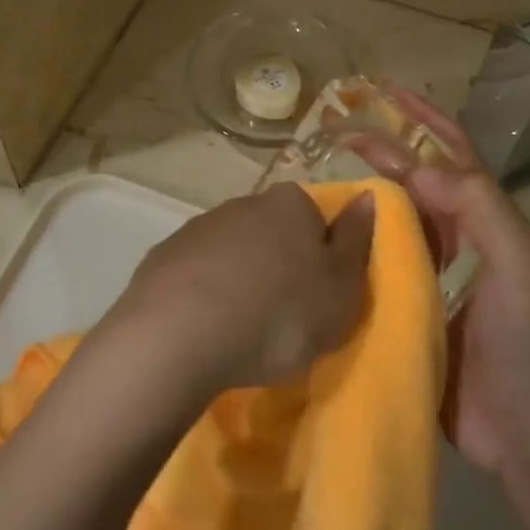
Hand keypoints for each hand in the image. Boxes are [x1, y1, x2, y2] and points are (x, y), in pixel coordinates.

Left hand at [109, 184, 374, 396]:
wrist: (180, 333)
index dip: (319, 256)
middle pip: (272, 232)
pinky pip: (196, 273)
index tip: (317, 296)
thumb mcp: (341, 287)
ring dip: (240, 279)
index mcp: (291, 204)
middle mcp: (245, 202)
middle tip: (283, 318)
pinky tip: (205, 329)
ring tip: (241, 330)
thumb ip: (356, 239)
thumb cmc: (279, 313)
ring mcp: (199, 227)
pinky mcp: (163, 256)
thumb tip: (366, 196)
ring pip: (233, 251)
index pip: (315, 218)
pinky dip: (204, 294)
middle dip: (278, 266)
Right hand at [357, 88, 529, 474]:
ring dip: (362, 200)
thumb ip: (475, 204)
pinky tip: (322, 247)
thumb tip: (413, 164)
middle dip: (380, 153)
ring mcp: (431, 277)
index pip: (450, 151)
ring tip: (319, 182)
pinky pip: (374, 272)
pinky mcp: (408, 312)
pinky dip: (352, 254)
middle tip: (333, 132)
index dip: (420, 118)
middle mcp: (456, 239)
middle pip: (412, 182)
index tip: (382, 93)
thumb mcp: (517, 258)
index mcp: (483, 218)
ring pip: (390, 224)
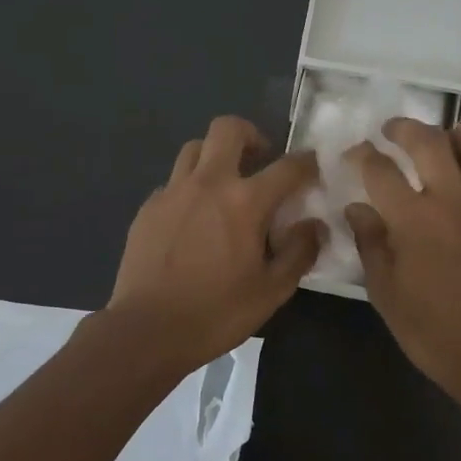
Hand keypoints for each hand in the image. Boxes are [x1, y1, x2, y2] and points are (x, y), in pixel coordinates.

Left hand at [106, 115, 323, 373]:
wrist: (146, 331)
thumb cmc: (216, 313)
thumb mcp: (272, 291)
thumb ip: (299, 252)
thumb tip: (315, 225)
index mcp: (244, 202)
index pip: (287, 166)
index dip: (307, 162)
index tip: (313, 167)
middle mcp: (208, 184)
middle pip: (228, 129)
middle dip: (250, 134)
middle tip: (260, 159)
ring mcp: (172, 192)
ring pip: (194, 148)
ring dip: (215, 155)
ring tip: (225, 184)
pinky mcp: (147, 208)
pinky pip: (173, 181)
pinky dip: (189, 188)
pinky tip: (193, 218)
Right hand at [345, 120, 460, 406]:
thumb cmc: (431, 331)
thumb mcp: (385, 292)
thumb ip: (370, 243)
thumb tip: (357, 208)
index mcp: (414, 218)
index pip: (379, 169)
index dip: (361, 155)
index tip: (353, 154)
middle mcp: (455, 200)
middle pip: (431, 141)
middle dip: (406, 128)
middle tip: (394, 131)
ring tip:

__________________________________________________

Would you give the records again exactly, dropping the pictures?

Hand keypoints for each hand in the image. Boxes are [x1, y1, x2, y2] and points are (x, y), in pixel coordinates.

Left hand at [109, 184, 374, 396]:
wrist: (180, 333)
index dip: (319, 256)
middle pip: (272, 232)
pinky pip: (196, 273)
index tip: (317, 296)
thumb mcp: (341, 287)
ring dip: (240, 279)
index mcp: (291, 204)
middle mcp: (245, 202)
middle tip: (283, 318)
pinky tip: (205, 329)
ring tip: (241, 330)
thumb ip: (356, 239)
thumb cmc: (279, 313)
ring mcp: (199, 227)
pinky mcp: (163, 256)
thumb tip: (366, 196)
ring pip: (233, 251)
index pip: (315, 218)
pinky dip: (204, 294)
middle dip: (278, 266)
Right hand at [357, 88, 529, 474]:
ring dip: (362, 200)
thumb ip: (475, 204)
pinky tip: (322, 247)
thumb tip: (413, 164)
middle dip: (380, 153)
ring mcp: (431, 277)
index pip: (450, 151)
ring tip: (319, 182)
pinky pip: (374, 272)
pinky mcp: (408, 312)
pinky dip: (352, 254)
middle tip: (333, 132)
index dip: (420, 118)
middle mcp: (456, 239)
middle pip: (412, 182)
index tip: (382, 93)
thumb mcp: (517, 258)
index mcp: (483, 218)
ring pip: (390, 224)
Hand keypoints for each hand in the image. Boxes are [x1, y1, x2, y2] and points are (x, y), in pixel coordinates.

Left hand at [106, 115, 323, 373]:
wrist: (146, 331)
thumb cmc: (216, 313)
thumb mcp: (272, 291)
thumb ip: (299, 252)
thumb tip: (315, 225)
index mcp: (244, 202)
index pip: (287, 166)
index dip: (307, 162)
index tip: (313, 167)
middle mcp: (208, 184)
middle pip: (228, 129)
middle dip: (250, 134)
middle tip: (260, 159)
ring mcp: (172, 192)
ring pip: (194, 148)
ring dip: (215, 155)
ring tip: (225, 184)
pinky mcp: (147, 208)
pinky pip: (173, 181)
pinky dip: (189, 188)
pinky tip: (193, 218)
Right hand at [345, 120, 460, 406]:
thumb cmc: (431, 331)
thumb mcp: (385, 292)
thumb ip: (370, 243)
thumb tip: (357, 208)
index mcp: (414, 218)
index pip: (379, 169)
index dip: (361, 155)
index tip: (353, 154)
middle mcp: (455, 200)
middle pip: (431, 141)
middle dip: (406, 128)
middle tip: (394, 131)
ring tip:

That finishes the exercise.